EXERCISE GOAL:
Return, from the data below, each line that contains the word "Kolejowa".

Saved entries
________________

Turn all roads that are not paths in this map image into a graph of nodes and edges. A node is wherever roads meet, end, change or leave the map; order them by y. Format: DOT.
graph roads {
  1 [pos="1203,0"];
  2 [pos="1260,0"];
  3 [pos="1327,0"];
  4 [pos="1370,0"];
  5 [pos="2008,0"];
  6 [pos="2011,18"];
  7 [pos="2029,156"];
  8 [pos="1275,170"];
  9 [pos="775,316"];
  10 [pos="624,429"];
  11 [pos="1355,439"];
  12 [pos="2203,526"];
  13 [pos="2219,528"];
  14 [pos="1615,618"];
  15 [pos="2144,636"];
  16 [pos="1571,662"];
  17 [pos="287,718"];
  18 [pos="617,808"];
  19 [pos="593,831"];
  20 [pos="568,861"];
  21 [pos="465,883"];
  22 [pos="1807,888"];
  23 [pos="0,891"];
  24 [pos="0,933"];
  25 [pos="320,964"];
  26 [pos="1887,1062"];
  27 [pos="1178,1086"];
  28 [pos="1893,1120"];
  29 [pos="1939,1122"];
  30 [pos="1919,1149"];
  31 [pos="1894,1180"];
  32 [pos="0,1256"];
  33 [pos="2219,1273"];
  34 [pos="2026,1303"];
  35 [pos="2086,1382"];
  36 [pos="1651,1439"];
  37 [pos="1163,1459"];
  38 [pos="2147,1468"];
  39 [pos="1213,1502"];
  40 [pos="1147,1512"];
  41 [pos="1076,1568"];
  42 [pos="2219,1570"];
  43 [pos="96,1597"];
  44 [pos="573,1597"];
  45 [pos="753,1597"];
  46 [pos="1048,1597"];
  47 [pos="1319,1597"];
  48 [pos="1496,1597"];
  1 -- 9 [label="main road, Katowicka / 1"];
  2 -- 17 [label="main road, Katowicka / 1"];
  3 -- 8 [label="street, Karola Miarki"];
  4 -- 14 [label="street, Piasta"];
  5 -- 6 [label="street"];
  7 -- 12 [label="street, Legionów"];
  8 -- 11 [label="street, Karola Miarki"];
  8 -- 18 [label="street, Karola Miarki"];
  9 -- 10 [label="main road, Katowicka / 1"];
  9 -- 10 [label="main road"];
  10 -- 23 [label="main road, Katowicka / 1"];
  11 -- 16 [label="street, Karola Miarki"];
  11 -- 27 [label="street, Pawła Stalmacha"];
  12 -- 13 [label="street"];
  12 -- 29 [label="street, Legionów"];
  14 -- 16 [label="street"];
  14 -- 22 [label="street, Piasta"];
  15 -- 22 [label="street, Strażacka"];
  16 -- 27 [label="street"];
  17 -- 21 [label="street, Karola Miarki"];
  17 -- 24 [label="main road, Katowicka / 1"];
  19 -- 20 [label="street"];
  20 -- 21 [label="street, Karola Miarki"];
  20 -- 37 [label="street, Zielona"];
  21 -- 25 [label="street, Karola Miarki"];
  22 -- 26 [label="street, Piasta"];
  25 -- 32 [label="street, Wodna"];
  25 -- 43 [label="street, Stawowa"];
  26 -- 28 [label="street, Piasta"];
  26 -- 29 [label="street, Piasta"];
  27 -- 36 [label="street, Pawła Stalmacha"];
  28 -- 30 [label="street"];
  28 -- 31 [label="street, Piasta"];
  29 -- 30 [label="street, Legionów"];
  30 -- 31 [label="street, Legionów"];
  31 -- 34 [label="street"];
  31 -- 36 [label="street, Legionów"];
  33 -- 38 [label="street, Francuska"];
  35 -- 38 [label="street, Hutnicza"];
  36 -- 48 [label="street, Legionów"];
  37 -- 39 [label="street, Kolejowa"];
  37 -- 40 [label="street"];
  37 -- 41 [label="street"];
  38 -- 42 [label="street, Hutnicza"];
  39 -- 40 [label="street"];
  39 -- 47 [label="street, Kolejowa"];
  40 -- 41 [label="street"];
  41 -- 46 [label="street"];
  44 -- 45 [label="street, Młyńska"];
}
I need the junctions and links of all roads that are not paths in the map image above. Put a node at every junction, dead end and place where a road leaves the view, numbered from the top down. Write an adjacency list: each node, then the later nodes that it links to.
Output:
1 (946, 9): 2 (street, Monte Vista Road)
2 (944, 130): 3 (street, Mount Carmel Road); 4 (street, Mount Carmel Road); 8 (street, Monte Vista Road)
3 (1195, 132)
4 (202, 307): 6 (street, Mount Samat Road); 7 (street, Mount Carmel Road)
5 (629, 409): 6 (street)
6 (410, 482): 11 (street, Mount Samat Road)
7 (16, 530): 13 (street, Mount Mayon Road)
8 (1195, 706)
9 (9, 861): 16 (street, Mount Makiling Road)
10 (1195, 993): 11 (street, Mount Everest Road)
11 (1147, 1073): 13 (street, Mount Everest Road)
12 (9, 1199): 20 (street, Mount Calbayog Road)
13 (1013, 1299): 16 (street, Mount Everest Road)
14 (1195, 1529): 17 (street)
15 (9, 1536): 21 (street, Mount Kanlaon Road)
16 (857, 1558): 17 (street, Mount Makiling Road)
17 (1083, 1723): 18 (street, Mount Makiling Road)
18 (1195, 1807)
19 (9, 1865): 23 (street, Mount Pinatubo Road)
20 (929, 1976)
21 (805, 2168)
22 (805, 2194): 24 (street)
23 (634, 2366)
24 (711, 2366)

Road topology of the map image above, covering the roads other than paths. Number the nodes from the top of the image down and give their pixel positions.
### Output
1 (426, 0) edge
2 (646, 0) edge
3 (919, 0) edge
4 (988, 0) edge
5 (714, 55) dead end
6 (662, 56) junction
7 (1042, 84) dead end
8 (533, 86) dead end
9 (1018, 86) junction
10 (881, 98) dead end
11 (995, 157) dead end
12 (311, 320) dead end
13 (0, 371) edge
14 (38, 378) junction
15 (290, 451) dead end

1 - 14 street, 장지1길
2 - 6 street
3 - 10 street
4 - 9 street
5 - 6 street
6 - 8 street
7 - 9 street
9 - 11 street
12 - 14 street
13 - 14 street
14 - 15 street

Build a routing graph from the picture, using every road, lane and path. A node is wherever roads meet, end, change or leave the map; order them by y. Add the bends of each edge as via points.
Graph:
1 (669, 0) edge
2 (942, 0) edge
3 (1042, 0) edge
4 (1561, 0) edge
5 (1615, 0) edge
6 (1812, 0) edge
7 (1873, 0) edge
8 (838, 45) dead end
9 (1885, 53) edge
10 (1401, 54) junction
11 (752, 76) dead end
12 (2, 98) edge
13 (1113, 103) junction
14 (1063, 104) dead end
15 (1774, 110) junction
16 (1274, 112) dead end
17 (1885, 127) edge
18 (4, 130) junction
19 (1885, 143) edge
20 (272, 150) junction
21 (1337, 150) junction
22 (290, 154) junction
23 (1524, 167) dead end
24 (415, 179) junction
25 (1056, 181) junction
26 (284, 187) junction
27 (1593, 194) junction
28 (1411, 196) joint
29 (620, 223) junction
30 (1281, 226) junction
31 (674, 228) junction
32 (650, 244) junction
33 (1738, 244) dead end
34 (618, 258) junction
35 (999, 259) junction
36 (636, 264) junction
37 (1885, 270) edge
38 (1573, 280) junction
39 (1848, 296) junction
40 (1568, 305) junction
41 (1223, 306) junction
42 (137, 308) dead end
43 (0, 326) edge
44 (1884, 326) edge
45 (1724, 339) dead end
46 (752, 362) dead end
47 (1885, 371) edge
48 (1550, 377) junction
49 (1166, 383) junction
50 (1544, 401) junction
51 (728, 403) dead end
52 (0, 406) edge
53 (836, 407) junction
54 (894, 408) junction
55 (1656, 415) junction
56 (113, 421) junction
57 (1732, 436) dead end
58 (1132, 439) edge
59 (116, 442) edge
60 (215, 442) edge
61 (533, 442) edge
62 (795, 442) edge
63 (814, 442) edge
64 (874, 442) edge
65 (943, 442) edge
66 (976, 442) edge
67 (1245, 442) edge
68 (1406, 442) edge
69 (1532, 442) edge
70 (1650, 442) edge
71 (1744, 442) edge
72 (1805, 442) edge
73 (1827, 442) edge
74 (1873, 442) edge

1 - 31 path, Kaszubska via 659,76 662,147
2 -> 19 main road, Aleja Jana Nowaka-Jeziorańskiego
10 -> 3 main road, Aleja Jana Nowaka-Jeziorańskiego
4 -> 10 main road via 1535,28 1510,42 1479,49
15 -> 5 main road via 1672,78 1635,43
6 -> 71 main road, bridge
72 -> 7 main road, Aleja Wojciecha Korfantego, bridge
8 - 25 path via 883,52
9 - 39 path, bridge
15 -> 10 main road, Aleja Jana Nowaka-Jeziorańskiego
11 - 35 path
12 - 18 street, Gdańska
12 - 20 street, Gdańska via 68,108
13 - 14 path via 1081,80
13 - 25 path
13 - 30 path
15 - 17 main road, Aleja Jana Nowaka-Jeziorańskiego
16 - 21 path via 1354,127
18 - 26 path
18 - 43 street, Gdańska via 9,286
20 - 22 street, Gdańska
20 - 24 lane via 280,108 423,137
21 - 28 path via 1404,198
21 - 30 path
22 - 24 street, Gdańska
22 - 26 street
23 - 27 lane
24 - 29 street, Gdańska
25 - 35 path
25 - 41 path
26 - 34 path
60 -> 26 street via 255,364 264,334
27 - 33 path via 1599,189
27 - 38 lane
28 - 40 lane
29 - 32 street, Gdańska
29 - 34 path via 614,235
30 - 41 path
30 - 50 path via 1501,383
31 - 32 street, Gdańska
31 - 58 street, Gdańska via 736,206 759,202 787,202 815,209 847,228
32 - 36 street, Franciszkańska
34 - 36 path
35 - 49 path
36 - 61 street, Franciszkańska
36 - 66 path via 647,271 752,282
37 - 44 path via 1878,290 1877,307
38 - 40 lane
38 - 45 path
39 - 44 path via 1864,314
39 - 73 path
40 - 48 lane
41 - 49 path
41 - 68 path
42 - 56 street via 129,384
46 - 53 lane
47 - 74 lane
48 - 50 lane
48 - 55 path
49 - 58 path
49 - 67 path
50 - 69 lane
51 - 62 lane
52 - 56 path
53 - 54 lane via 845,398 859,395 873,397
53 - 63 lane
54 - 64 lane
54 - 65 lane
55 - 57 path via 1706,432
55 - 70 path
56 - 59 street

________________

SOLUTION TO THIS PROBLEM:
  37 -- 39 [label="street, Kolejowa"];
  39 -- 47 [label="street, Kolejowa"];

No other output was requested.